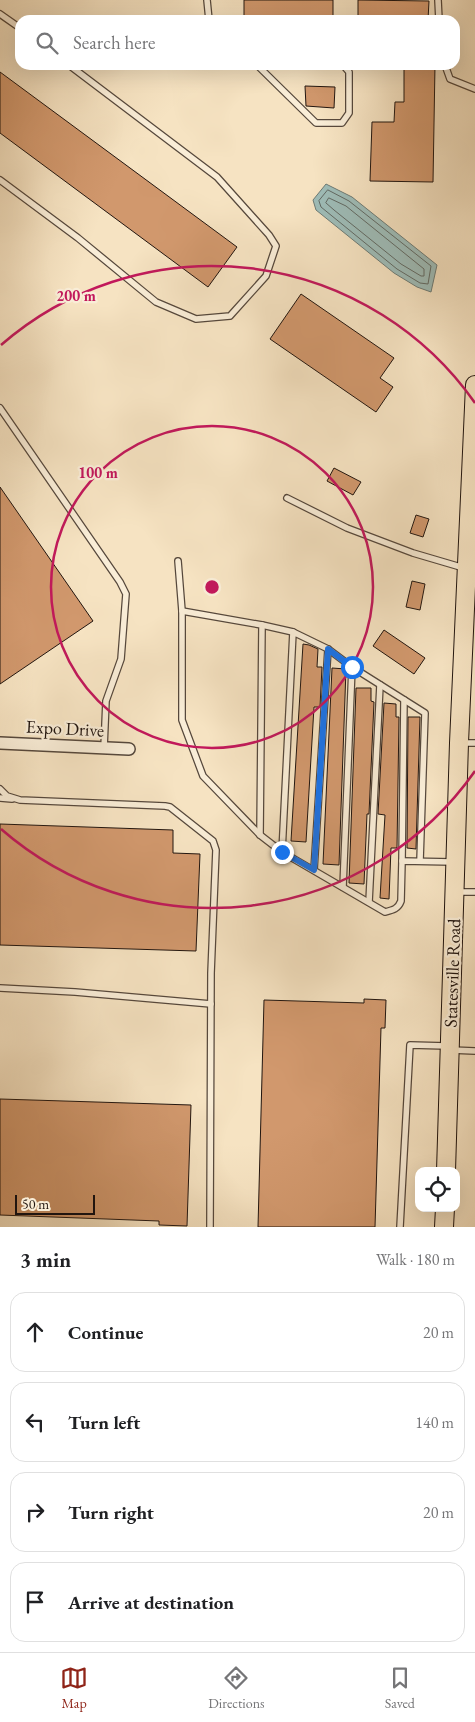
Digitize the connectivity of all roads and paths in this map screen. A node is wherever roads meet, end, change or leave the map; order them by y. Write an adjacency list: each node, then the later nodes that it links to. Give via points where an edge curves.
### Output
1 (207, 0): 4 (lane)
2 (438, 0): 5 (lane)
3 (0, 14): 6 (lane)
4 (208, 15)
5 (439, 15)
6 (15, 24)
7 (76, 70): 12 (lane, via 216,177 276,246 266,276 230,316 196,319 156,302)
8 (261, 70): 9 (lane, via 316,123 342,123 349,113)
9 (347, 70)
10 (447, 70): 11 (lane, via 450,79)
11 (475, 89)
12 (0, 180)
13 (475, 385): 17 (main road, Statesville Road)
14 (0, 408): 28 (lane, via 126,594 121,659 106,701)
15 (286, 498): 17 (lane, via 347,528)
16 (178, 561): 19 (lane)
17 (468, 569): 18 (main road, Statesville Road)
18 (471, 607): 27 (main road, Statesville Road)
19 (182, 611): 20 (lane); 33 (lane, via 182,720 203,776)
20 (262, 625): 21 (lane); 33 (lane)
21 (293, 632): 22 (lane); 34 (lane)
22 (328, 649): 23 (lane); 38 (lane)
23 (352, 667): 24 (lane); 39 (lane)
24 (380, 685): 25 (lane); 42 (lane)
25 (404, 700): 35 (lane); 36 (lane, via 424,713)
26 (0, 743): 28 (street, Expo Drive)
27 (467, 743): 37 (main road, Statesville Road)
28 (104, 748): 29 (street, Expo Drive)
29 (129, 749)
30 (0, 789): 32 (lane)
31 (0, 798): 32 (lane)
32 (14, 799): 44 (lane, via 170,807 213,841 216,850)
33 (260, 835): 34 (lane)
34 (282, 852): 38 (lane)
35 (402, 861): 36 (lane); 42 (lane, via 400,906 385,912)
36 (420, 861): 37 (lane)
37 (455, 862): 40 (main road, Statesville Road)
38 (314, 870): 39 (lane)
39 (343, 888): 42 (lane)
40 (454, 892): 41 (lane); 45 (main road, Statesville Road)
41 (475, 892)
42 (369, 902)
43 (0, 988): 44 (lane)
44 (210, 1004): 49 (lane)
45 (449, 1048): 46 (lane); 47 (main road, Statesville Road); 50 (lane, via 410,1045)
46 (475, 1051)
47 (446, 1167)
48 (445, 1212): 51 (main road)
49 (210, 1227)
50 (400, 1227)
51 (444, 1227)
:::::
**Problem statement:**
Return, in full, every line of these entries that holds "street".

**Task result:**
26 (0, 743): 28 (street, Expo Drive)
28 (104, 748): 29 (street, Expo Drive)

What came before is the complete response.